Halloween Hauler? 1953 Pontiac Chieftain Hearse
Back in the 1950s, Memphis, Tennessee was a mecca of professional car builders where hearses, ambulances, and flower cars were the primary products. Guy Barnette & Co. specialized in converting Chevrolets and Pontiacs into these sorts of vehicles using factory-built sedan deliveries as the baseline. This 1953 Chieftain is one of those cars and it’s been in storage for 25 years. Once you can get it running again and fix some rust, you could have one cool ride for (next) Halloween! Located in Roscoe, Illinois, this mode of final transport is available here on eBay where the bidding holds at $2,950 Another “boo”-tiful tip from T.J!

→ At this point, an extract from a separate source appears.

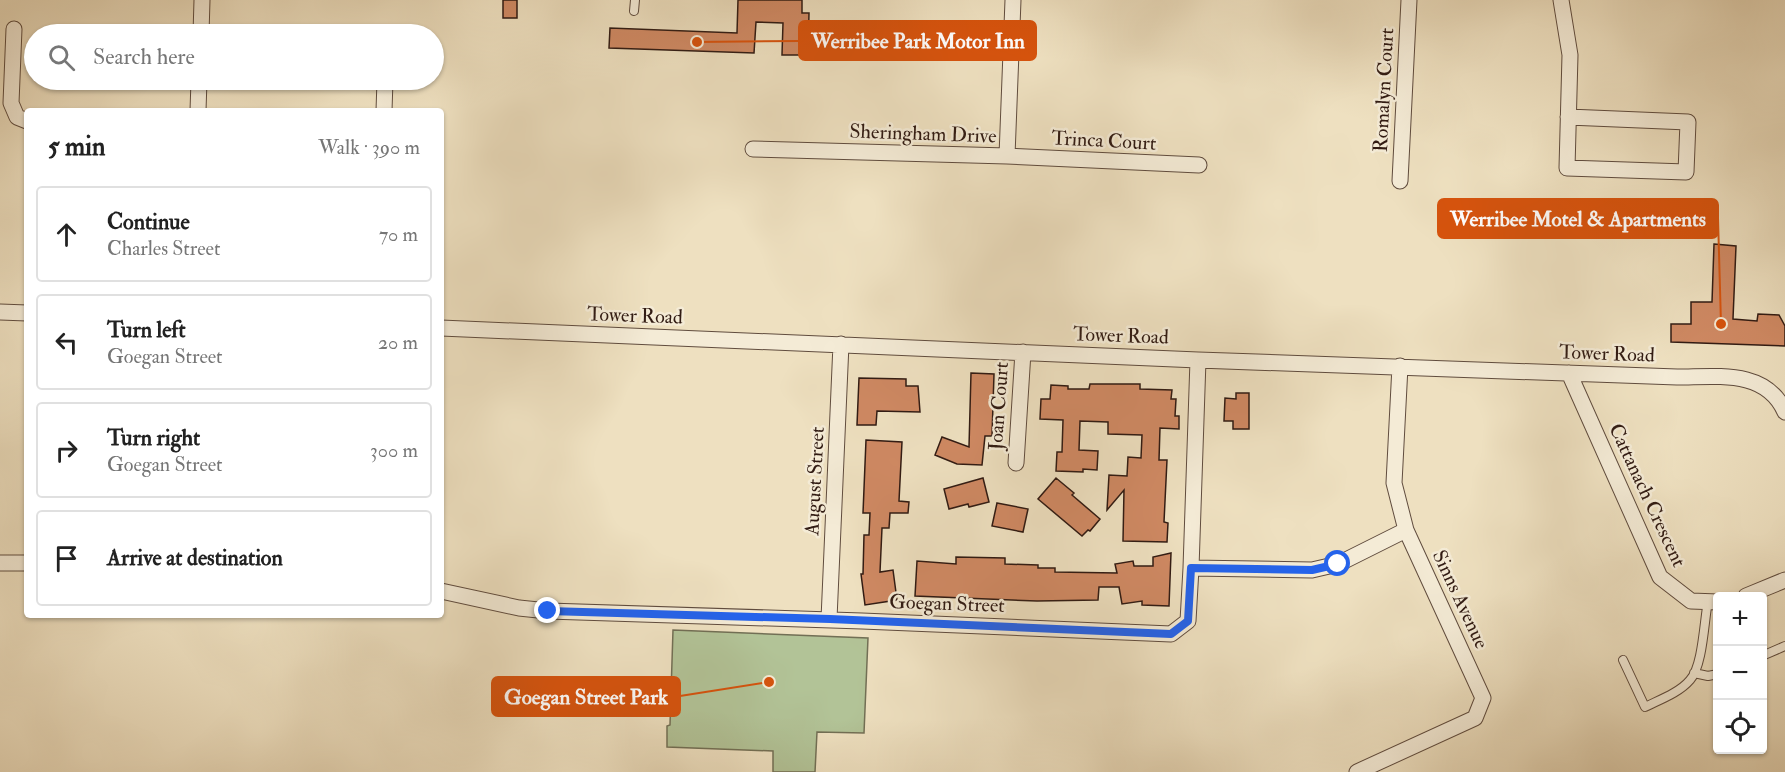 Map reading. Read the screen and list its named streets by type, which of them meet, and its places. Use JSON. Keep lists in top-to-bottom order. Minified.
{"streets":{"street":["Romalyn Court","Sheringham Drive","Trinca Court","Tower Road","Joan Court","August Street","Cattanach Crescent","Sinns Avenue","Goegan Street"]},"crossings":[["Sheringham Drive","Trinca Court"],["Tower Road","Joan Court"],["Tower Road","August Street"],["Tower Road","Cattanach Crescent"],["Tower Road","Sinns Avenue"],["Tower Road","Goegan Street"],["August Street","Goegan Street"]],"places":["Werribee Park Motor Inn","Werribee Motel & Apartments","Goegan Street Park"],"page":{"search":"Search here","heading":["5 min","Walk · 390 m"],"list":[["Continue","Charles Street","70 m"],["Turn left","Goegan Street","20 m"],["Turn right","Goegan Street","300 m"],"Arrive at destination"],"map_buttons":["+","−"]}}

Barnette was one of four Memphis companies in this business from the 1940s to the 1960s. Their heyday was between 1948 to 1955, with a brief revival under a different name in 1958. Apparently, their focus was on the more economical means of moving around the dearly departed as their slogan was “custom-made quality at assembly line cost”, also explaining the use of more pedestrian Pontiacs over Cadillacs. Their products were called”600” or “800” depending on the number of cylinders under the hoods. Barnette’s days were numbered when Pontiac quit making sedan deliveries after 1953, switching to more expensive station wagons.

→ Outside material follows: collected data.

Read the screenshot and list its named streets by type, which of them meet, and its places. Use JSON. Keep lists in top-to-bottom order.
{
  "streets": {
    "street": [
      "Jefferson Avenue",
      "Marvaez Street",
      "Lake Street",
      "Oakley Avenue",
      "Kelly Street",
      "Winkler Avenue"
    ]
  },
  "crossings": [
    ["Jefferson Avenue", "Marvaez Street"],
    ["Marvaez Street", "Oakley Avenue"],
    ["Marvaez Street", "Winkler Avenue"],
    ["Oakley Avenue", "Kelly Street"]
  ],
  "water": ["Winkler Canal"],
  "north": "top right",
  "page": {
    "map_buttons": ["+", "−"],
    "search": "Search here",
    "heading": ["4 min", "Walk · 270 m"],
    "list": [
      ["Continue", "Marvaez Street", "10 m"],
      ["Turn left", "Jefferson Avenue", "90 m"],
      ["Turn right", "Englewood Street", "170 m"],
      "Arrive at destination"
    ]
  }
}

Little is known about the seller’s Pontiac other than it was in storage for some 25 years. The vehicle doesn’t run but is that because it didn’t run when it was parked or was that the outcome of being dormant for so long? The bottom half of this Chieftain is painted light blue, a little too festive in my opinion for a hearse, so perhaps the color was changed from black years ago. Rust is present on the lower extremities, and we don’t know if that goes any further than skin deep.
The interior of this custom hauler looks fairly solid and complete. So, the overall vehicle could offer a lot of promise. But it raises the question what would you do with it if you bought it? Surely not go into some odd vintage funeral transport service. Perhaps get it running, fill in the rust, paint the bottom half flat black, and hire it out during October every year for haunted houses, parties, and parades!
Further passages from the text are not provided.